> [The task] Your answer should consist of the lines in the listing that hold "GOES".

> [Input data]
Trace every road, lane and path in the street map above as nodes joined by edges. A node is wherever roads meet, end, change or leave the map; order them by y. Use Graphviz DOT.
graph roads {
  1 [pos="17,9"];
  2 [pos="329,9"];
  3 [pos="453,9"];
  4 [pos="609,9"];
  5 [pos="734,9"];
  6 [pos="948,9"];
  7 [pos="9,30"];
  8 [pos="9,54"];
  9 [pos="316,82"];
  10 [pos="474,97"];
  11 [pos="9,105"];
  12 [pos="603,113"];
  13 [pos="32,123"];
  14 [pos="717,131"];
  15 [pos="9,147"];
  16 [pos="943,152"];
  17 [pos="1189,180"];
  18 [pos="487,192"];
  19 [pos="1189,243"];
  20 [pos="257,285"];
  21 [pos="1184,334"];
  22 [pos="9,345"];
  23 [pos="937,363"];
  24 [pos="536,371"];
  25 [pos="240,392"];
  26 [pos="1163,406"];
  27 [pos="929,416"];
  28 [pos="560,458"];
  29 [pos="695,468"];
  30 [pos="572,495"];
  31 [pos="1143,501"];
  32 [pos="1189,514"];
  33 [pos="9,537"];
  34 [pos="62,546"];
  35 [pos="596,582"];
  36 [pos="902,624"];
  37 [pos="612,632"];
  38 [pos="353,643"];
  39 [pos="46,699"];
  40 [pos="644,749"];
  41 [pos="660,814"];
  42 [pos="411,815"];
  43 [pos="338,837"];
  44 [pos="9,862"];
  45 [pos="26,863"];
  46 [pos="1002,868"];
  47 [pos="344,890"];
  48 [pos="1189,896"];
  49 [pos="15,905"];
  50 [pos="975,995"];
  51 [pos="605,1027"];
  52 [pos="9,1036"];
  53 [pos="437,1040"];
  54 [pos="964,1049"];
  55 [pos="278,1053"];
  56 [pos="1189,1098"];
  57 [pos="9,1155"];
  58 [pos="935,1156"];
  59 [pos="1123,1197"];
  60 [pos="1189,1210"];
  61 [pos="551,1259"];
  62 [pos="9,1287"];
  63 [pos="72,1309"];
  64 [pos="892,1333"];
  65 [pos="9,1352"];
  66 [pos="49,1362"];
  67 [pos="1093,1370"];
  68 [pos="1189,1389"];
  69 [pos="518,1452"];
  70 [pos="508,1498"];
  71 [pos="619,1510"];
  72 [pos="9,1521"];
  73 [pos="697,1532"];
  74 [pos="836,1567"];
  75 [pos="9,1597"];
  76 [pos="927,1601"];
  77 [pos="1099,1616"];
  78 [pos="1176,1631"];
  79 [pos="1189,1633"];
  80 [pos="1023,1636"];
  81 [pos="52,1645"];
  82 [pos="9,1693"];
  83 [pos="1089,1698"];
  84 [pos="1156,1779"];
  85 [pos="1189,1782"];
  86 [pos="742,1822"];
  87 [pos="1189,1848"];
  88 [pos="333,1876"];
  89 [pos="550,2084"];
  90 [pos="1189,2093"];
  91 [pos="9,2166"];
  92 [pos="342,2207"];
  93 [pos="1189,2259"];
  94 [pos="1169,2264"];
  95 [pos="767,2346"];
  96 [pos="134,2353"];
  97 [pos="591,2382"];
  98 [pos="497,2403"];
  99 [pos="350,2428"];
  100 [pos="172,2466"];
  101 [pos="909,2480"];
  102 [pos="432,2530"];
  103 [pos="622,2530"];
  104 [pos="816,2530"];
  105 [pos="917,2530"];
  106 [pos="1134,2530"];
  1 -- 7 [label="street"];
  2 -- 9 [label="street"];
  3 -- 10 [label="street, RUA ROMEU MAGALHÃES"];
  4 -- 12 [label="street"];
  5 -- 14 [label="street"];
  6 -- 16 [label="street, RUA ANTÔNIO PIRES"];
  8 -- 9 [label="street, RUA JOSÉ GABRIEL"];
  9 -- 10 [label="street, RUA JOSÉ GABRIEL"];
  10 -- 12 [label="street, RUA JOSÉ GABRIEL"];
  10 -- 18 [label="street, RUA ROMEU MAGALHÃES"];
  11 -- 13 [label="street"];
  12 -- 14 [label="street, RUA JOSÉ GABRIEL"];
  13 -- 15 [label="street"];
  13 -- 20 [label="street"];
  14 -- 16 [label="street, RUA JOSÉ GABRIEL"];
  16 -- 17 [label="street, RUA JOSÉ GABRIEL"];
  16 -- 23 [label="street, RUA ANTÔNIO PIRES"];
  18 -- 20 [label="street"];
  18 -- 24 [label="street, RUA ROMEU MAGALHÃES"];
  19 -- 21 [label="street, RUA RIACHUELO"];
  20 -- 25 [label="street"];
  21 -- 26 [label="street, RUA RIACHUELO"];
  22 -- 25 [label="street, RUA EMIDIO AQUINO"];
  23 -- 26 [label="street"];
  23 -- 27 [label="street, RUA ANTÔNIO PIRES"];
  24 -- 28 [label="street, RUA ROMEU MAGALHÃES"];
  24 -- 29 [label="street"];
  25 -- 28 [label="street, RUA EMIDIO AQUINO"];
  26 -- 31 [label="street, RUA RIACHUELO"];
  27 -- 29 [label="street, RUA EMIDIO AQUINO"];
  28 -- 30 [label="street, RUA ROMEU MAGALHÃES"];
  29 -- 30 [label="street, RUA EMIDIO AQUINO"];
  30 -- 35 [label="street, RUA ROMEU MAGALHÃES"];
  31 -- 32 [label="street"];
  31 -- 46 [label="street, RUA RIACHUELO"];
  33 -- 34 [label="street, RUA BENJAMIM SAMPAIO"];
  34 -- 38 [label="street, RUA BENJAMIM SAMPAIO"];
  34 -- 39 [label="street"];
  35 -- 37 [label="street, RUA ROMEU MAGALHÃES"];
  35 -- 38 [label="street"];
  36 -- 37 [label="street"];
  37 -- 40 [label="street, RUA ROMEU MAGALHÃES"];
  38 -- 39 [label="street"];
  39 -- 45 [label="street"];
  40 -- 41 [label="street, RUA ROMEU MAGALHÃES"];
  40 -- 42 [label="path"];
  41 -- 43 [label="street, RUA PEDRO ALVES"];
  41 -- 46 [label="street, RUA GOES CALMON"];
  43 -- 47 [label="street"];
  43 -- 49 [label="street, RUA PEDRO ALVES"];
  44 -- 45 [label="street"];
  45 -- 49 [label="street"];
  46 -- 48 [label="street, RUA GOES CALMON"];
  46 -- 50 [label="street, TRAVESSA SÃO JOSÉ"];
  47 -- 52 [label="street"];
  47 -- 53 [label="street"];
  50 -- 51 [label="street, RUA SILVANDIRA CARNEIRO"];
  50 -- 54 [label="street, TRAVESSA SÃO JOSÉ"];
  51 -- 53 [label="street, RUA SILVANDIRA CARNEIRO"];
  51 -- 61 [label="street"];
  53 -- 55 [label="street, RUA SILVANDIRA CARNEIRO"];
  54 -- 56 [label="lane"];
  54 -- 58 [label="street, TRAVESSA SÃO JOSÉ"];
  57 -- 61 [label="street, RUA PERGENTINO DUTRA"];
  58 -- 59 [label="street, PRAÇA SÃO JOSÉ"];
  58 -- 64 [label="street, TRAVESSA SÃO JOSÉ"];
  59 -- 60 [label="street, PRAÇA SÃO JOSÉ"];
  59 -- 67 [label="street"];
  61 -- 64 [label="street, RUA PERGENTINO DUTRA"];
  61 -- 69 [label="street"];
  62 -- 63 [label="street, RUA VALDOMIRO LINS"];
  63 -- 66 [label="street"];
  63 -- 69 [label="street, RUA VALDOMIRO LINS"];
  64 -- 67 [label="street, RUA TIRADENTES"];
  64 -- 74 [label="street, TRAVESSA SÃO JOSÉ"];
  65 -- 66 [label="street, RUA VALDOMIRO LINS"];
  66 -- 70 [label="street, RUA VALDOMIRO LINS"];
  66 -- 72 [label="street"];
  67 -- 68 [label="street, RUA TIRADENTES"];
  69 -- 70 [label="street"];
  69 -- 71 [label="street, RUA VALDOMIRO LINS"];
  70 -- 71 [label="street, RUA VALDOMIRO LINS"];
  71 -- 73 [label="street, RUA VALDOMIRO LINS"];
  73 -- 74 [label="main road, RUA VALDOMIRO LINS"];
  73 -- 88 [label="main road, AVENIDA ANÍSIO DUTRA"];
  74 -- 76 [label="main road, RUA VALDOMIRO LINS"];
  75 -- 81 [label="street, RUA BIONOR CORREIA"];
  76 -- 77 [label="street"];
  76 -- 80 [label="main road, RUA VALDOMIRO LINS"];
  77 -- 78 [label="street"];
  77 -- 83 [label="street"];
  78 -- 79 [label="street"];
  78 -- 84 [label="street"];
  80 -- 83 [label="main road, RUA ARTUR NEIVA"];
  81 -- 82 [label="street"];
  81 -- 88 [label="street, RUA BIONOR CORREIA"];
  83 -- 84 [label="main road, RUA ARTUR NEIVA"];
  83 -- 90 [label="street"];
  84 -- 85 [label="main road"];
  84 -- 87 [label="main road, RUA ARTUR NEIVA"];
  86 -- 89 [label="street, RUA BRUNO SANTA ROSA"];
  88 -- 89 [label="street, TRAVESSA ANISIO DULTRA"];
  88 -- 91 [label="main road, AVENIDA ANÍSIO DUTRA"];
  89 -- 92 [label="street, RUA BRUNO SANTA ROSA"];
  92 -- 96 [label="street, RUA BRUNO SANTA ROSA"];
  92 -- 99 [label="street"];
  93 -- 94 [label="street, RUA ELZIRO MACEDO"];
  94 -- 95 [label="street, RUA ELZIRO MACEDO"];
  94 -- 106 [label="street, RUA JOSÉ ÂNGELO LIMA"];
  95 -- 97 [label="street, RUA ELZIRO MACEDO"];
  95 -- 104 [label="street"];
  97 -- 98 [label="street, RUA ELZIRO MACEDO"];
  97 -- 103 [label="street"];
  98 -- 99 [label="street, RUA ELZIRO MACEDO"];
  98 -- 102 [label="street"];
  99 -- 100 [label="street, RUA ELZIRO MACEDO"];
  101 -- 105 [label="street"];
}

> [Solution below]
  41 -- 46 [label="street, RUA GOES CALMON"];
  46 -- 48 [label="street, RUA GOES CALMON"];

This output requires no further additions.